When Friday Went Black
Ulysses S. Grant’s presidency did not go smoothly. One of the biggest scandals occurred in 1869, when a group of speculators raised the US gold market.
The plan began when financier James Fisk and baron robber Jay Gould formed a group of speculators with the aim of cornering the gold market, which would give the group the ability to manipulate prices. Of course, people can only corner the market if there is a fixed amount of gold. If not, the government can only sell large amounts of gold, and cornering efforts will be an expensive failure. In an effort to avoid this fate, Gould and Fisk bring President Grant Abel Corbin’s brother-in-law into their folds. Using Corbin’s influence to get an audience with the President, the couple will argue for Grant that selling gold is a terrible idea that the government must avoid it in any way. The clever couple also used their influence in the White House to secure a position as assistant treasurer of the United States for Daniel Butterfield, who would warn them if the government began selling gold.
Ulysses S. Grant’s popularity plummeted when his presidency grew and scandals damaged his reputation. No one attacked closer to home than Black Friday – the collapse of the U.S. gold market on September 24, 1869. At the root of the scandal were two famous bastards, Jay Gould and Jim Fisk.

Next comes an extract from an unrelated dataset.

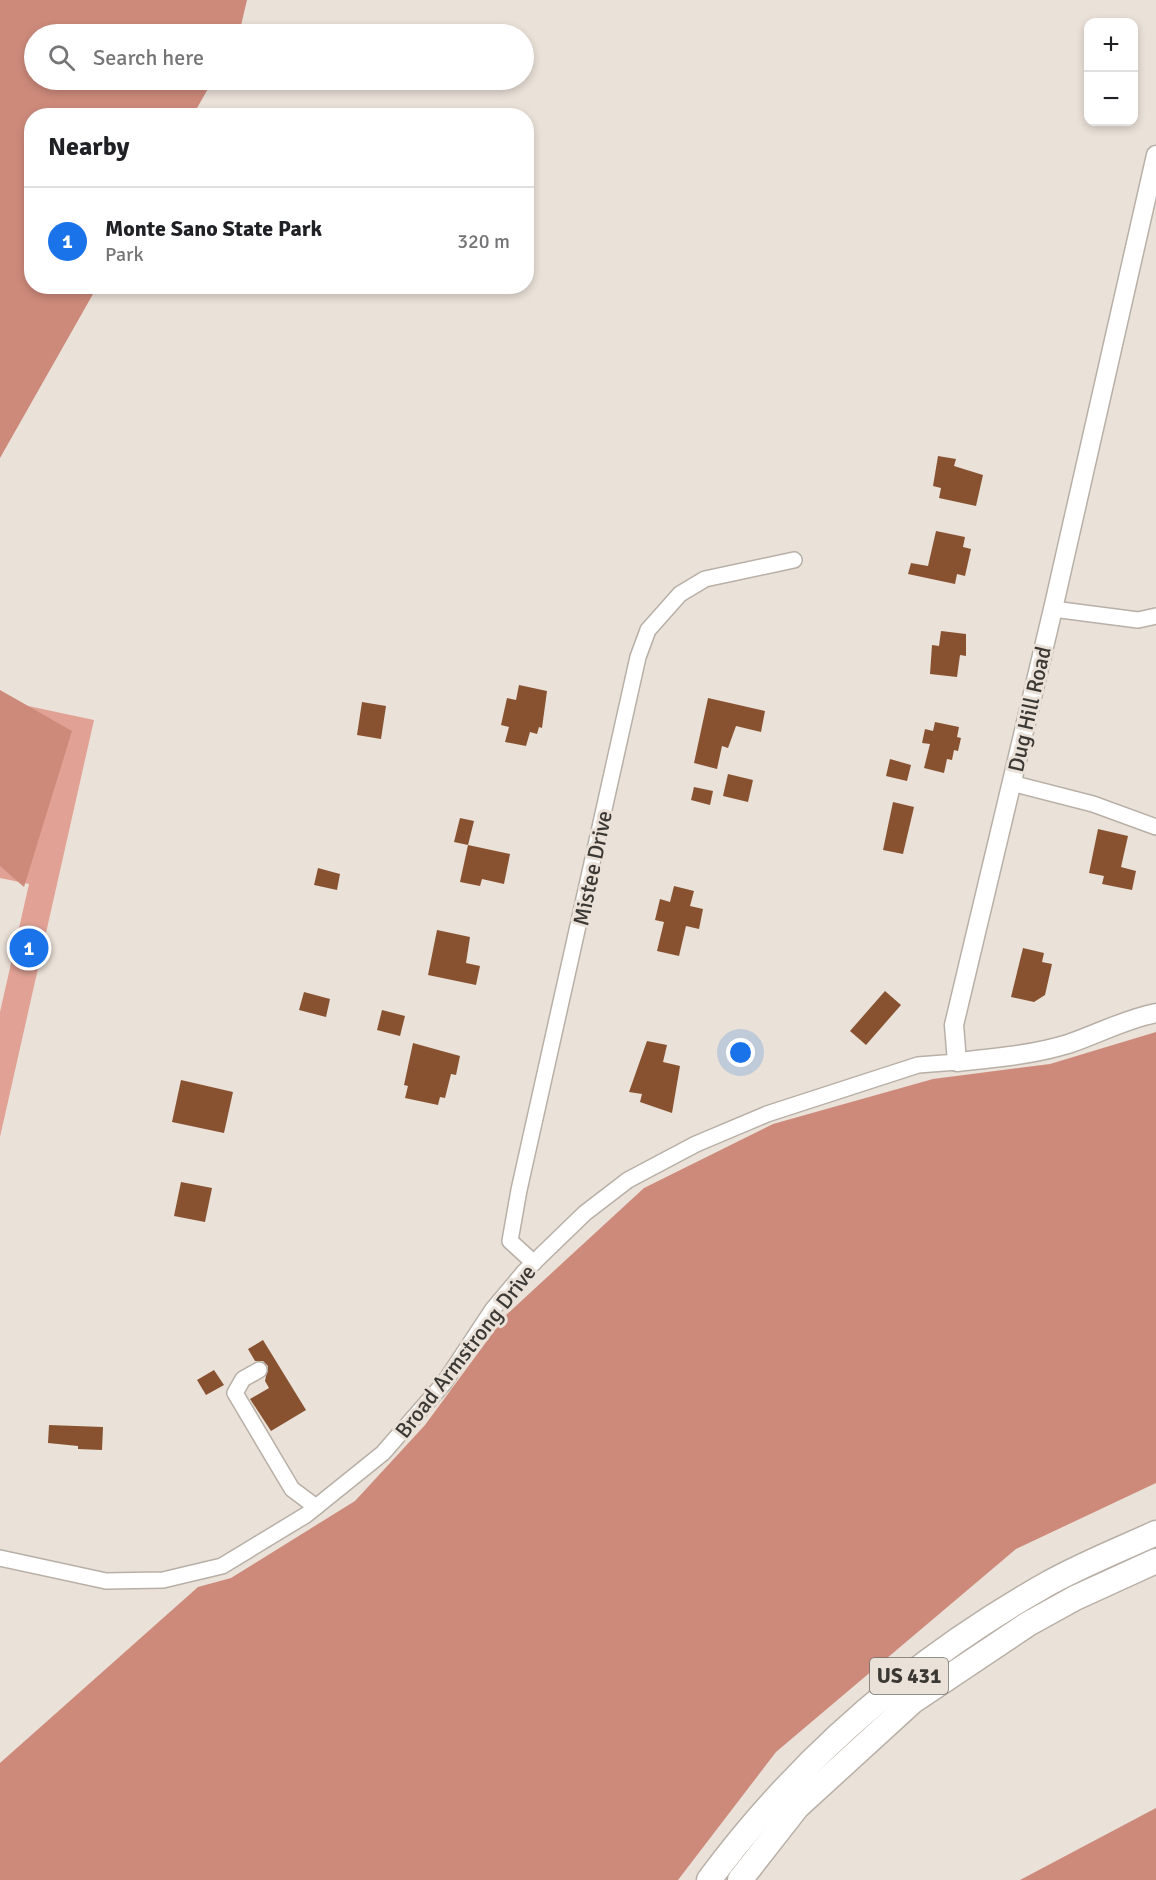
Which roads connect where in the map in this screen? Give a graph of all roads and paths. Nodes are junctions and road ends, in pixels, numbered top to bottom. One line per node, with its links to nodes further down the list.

With their connections in place, Fisk and Gould began buying gold in September 1869, quickly pushing gold prices up by around 30%. However, when Grant and his advisers were wise with this situation, the government quickly sold $ 4 million in gold to complete it, effectively killing rising prices on September 24. When investors try hard to get rid of their overpriced gold, prices drop sharply, and many involved in fraud lose a lot of money. Fisk and Gould managed to avoid big losses because of their connections in the treasury, but what was known as Black Friday did not give them a big windfall – and significantly harmed the American economy.